### What to work on
Would it be possible to write out each entry below exactly, without the pictures?

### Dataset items
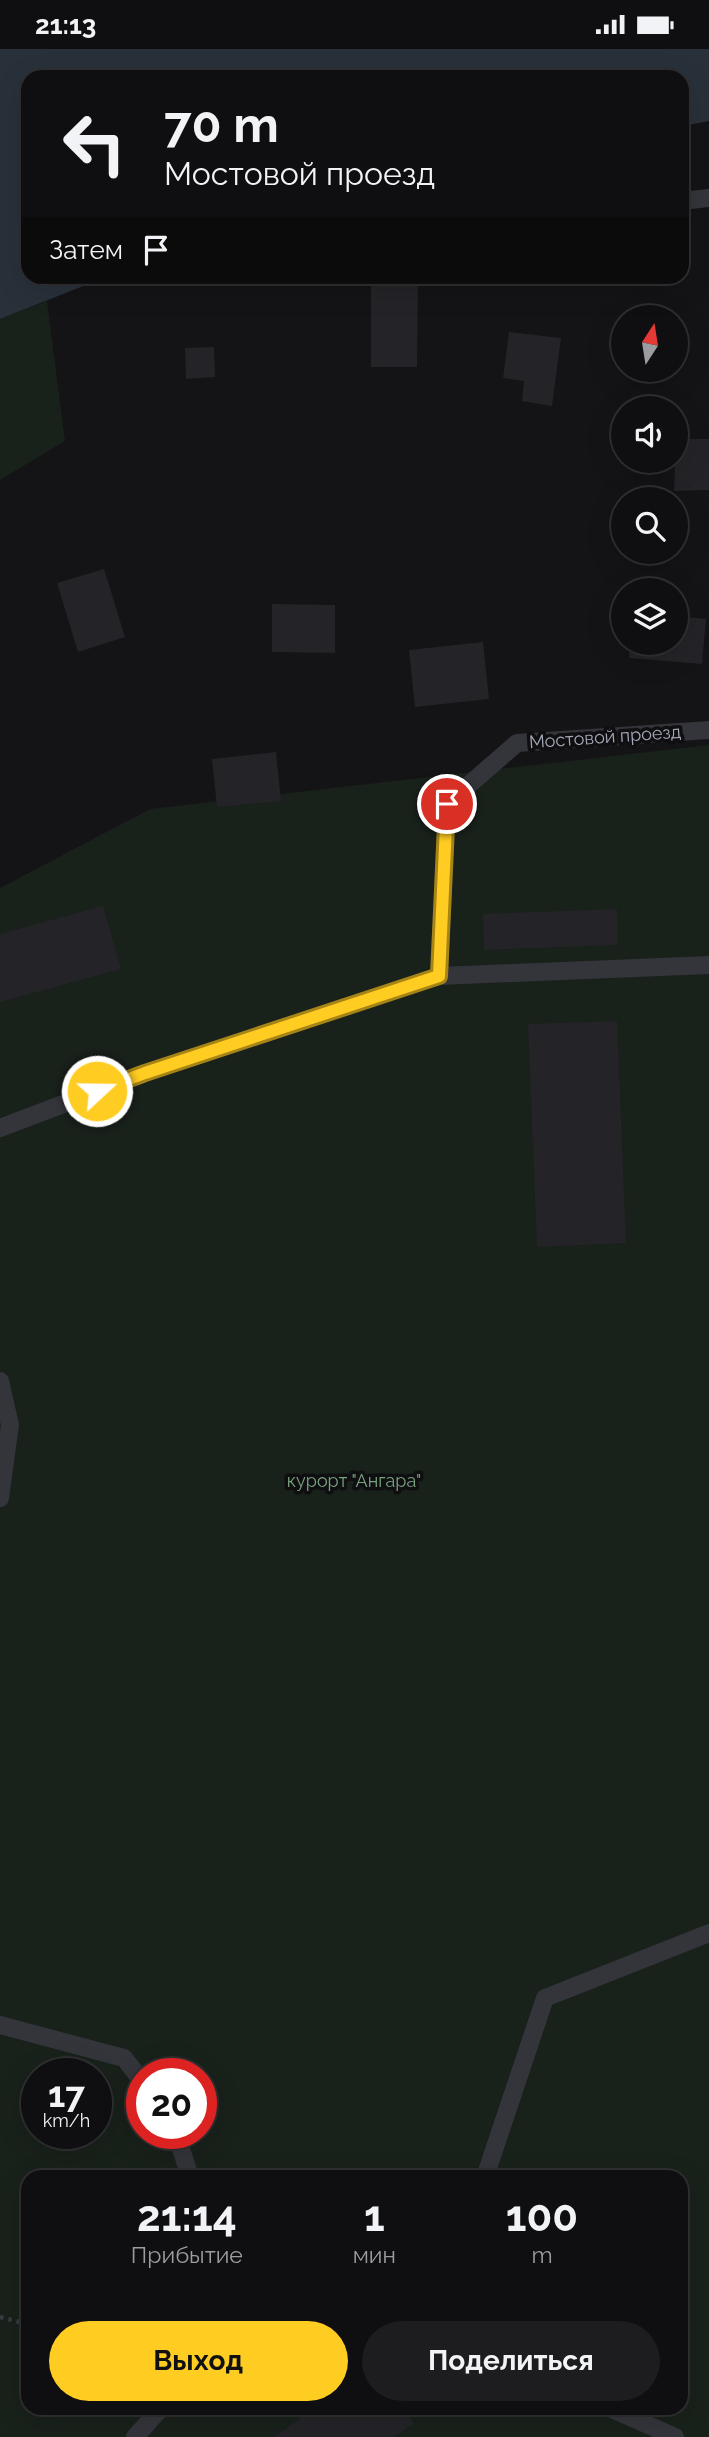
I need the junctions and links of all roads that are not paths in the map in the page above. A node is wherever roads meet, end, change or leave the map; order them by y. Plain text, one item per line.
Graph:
1 (709, 198) edge
2 (689, 200) edge
3 (709, 730) edge
4 (709, 965) edge
5 (439, 976) junction
6 (0, 1128) edge
7 (0, 1381) edge
8 (0, 1498) edge
9 (709, 1933) edge
10 (0, 2025) edge
11 (126, 2060) edge
12 (181, 2149) edge
13 (188, 2170) edge
14 (487, 2170) edge
15 (155, 2415) edge
16 (626, 2415) edge
17 (135, 2437) edge
18 (675, 2437) edge

1 - 2 lane
3 - 5 lane, Мостовой проезд
4 - 5 lane
5 - 6 lane
7 - 8 lane
9 - 14 lane
10 - 11 lane
12 - 13 lane
15 - 17 lane
16 - 18 lane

### Response
I need the junctions and links of all roads that are not paths in the map in the page above. A node is wherever roads meet, end, change or leave the map; order them by y. Plain text, one item per line.
Graph:
1 (709, 198) edge
2 (689, 200) edge
3 (709, 730) edge
4 (709, 965) edge
5 (439, 976) junction
6 (0, 1128) edge
7 (0, 1381) edge
8 (0, 1498) edge
9 (709, 1933) edge
10 (0, 2025) edge
11 (126, 2060) edge
12 (181, 2149) edge
13 (188, 2170) edge
14 (487, 2170) edge
15 (155, 2415) edge
16 (626, 2415) edge
17 (135, 2437) edge
18 (675, 2437) edge

1 - 2 lane
3 - 5 lane, Мостовой проезд
4 - 5 lane
5 - 6 lane
7 - 8 lane
9 - 14 lane
10 - 11 lane
12 - 13 lane
15 - 17 lane
16 - 18 lane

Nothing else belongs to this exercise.